(Collected data entries)
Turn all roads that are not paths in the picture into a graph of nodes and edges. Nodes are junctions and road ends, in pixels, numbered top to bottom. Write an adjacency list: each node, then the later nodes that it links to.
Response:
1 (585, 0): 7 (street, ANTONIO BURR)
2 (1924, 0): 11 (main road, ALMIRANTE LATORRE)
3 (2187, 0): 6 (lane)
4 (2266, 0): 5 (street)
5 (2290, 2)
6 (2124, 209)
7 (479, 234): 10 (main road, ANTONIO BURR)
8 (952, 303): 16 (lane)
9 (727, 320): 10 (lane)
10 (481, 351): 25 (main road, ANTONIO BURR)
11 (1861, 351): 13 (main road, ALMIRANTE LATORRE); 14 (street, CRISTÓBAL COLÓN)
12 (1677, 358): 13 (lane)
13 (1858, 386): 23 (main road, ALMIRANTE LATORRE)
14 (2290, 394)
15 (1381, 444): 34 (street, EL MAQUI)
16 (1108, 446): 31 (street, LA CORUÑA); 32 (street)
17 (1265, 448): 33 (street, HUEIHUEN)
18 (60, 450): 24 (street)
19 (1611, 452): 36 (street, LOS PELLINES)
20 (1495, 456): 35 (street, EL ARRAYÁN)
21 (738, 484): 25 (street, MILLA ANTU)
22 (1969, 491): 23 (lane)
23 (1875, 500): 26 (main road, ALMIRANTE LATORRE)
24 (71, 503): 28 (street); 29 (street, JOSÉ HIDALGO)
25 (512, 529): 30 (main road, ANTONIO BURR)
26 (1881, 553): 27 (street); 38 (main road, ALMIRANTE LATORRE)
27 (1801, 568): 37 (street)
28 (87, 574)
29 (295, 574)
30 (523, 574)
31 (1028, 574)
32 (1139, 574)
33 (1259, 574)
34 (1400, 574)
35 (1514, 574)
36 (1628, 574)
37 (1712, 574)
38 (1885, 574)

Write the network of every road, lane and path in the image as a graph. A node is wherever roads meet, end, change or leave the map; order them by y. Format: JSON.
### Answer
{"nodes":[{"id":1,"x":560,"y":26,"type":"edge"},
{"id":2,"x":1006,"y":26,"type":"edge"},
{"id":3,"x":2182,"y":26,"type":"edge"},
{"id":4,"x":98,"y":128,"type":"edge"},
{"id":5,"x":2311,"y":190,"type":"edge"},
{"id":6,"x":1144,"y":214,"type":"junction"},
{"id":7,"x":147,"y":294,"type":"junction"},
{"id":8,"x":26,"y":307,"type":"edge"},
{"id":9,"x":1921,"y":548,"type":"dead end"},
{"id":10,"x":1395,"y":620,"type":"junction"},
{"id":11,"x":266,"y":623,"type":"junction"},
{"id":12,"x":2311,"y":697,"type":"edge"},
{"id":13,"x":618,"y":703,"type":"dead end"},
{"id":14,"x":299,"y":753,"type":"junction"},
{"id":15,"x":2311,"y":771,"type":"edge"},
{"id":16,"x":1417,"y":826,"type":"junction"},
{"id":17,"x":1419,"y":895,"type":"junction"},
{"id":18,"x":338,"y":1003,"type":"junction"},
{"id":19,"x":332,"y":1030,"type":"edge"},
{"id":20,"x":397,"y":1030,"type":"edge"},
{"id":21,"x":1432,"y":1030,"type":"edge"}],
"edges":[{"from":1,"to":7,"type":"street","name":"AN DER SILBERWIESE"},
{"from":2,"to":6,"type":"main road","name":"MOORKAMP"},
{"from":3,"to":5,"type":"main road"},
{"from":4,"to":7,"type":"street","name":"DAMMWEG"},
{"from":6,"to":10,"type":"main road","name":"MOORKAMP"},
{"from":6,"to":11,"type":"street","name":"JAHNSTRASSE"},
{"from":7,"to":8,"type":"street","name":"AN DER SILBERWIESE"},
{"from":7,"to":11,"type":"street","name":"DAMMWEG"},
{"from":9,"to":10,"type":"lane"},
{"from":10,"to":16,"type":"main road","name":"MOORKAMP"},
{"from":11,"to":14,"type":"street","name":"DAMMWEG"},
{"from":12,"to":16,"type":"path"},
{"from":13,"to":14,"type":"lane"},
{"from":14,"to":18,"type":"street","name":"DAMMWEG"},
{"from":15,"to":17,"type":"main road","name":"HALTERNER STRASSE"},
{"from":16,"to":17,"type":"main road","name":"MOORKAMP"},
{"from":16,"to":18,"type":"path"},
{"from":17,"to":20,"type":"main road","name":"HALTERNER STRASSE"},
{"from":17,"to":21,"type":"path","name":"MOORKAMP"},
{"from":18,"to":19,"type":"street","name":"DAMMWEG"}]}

## INSTRUCTIONS TO FOLLOW:
What is needed here is every record above, repeated exactly.

## RESULT FOR THIS EXERCISE:
Turn all roads that are not paths in the picture into a graph of nodes and edges. Nodes are junctions and road ends, in pixels, numbered top to bottom. Write an adjacency list: each node, then the later nodes that it links to.
Response:
1 (585, 0): 7 (street, ANTONIO BURR)
2 (1924, 0): 11 (main road, ALMIRANTE LATORRE)
3 (2187, 0): 6 (lane)
4 (2266, 0): 5 (street)
5 (2290, 2)
6 (2124, 209)
7 (479, 234): 10 (main road, ANTONIO BURR)
8 (952, 303): 16 (lane)
9 (727, 320): 10 (lane)
10 (481, 351): 25 (main road, ANTONIO BURR)
11 (1861, 351): 13 (main road, ALMIRANTE LATORRE); 14 (street, CRISTÓBAL COLÓN)
12 (1677, 358): 13 (lane)
13 (1858, 386): 23 (main road, ALMIRANTE LATORRE)
14 (2290, 394)
15 (1381, 444): 34 (street, EL MAQUI)
16 (1108, 446): 31 (street, LA CORUÑA); 32 (street)
17 (1265, 448): 33 (street, HUEIHUEN)
18 (60, 450): 24 (street)
19 (1611, 452): 36 (street, LOS PELLINES)
20 (1495, 456): 35 (street, EL ARRAYÁN)
21 (738, 484): 25 (street, MILLA ANTU)
22 (1969, 491): 23 (lane)
23 (1875, 500): 26 (main road, ALMIRANTE LATORRE)
24 (71, 503): 28 (street); 29 (street, JOSÉ HIDALGO)
25 (512, 529): 30 (main road, ANTONIO BURR)
26 (1881, 553): 27 (street); 38 (main road, ALMIRANTE LATORRE)
27 (1801, 568): 37 (street)
28 (87, 574)
29 (295, 574)
30 (523, 574)
31 (1028, 574)
32 (1139, 574)
33 (1259, 574)
34 (1400, 574)
35 (1514, 574)
36 (1628, 574)
37 (1712, 574)
38 (1885, 574)

Write the network of every road, lane and path in the image as a graph. A node is wherever roads meet, end, change or leave the map; order them by y. Format: JSON.
### Answer
{"nodes":[{"id":1,"x":560,"y":26,"type":"edge"},
{"id":2,"x":1006,"y":26,"type":"edge"},
{"id":3,"x":2182,"y":26,"type":"edge"},
{"id":4,"x":98,"y":128,"type":"edge"},
{"id":5,"x":2311,"y":190,"type":"edge"},
{"id":6,"x":1144,"y":214,"type":"junction"},
{"id":7,"x":147,"y":294,"type":"junction"},
{"id":8,"x":26,"y":307,"type":"edge"},
{"id":9,"x":1921,"y":548,"type":"dead end"},
{"id":10,"x":1395,"y":620,"type":"junction"},
{"id":11,"x":266,"y":623,"type":"junction"},
{"id":12,"x":2311,"y":697,"type":"edge"},
{"id":13,"x":618,"y":703,"type":"dead end"},
{"id":14,"x":299,"y":753,"type":"junction"},
{"id":15,"x":2311,"y":771,"type":"edge"},
{"id":16,"x":1417,"y":826,"type":"junction"},
{"id":17,"x":1419,"y":895,"type":"junction"},
{"id":18,"x":338,"y":1003,"type":"junction"},
{"id":19,"x":332,"y":1030,"type":"edge"},
{"id":20,"x":397,"y":1030,"type":"edge"},
{"id":21,"x":1432,"y":1030,"type":"edge"}],
"edges":[{"from":1,"to":7,"type":"street","name":"AN DER SILBERWIESE"},
{"from":2,"to":6,"type":"main road","name":"MOORKAMP"},
{"from":3,"to":5,"type":"main road"},
{"from":4,"to":7,"type":"street","name":"DAMMWEG"},
{"from":6,"to":10,"type":"main road","name":"MOORKAMP"},
{"from":6,"to":11,"type":"street","name":"JAHNSTRASSE"},
{"from":7,"to":8,"type":"street","name":"AN DER SILBERWIESE"},
{"from":7,"to":11,"type":"street","name":"DAMMWEG"},
{"from":9,"to":10,"type":"lane"},
{"from":10,"to":16,"type":"main road","name":"MOORKAMP"},
{"from":11,"to":14,"type":"street","name":"DAMMWEG"},
{"from":12,"to":16,"type":"path"},
{"from":13,"to":14,"type":"lane"},
{"from":14,"to":18,"type":"street","name":"DAMMWEG"},
{"from":15,"to":17,"type":"main road","name":"HALTERNER STRASSE"},
{"from":16,"to":17,"type":"main road","name":"MOORKAMP"},
{"from":16,"to":18,"type":"path"},
{"from":17,"to":20,"type":"main road","name":"HALTERNER STRASSE"},
{"from":17,"to":21,"type":"path","name":"MOORKAMP"},
{"from":18,"to":19,"type":"street","name":"DAMMWEG"}]}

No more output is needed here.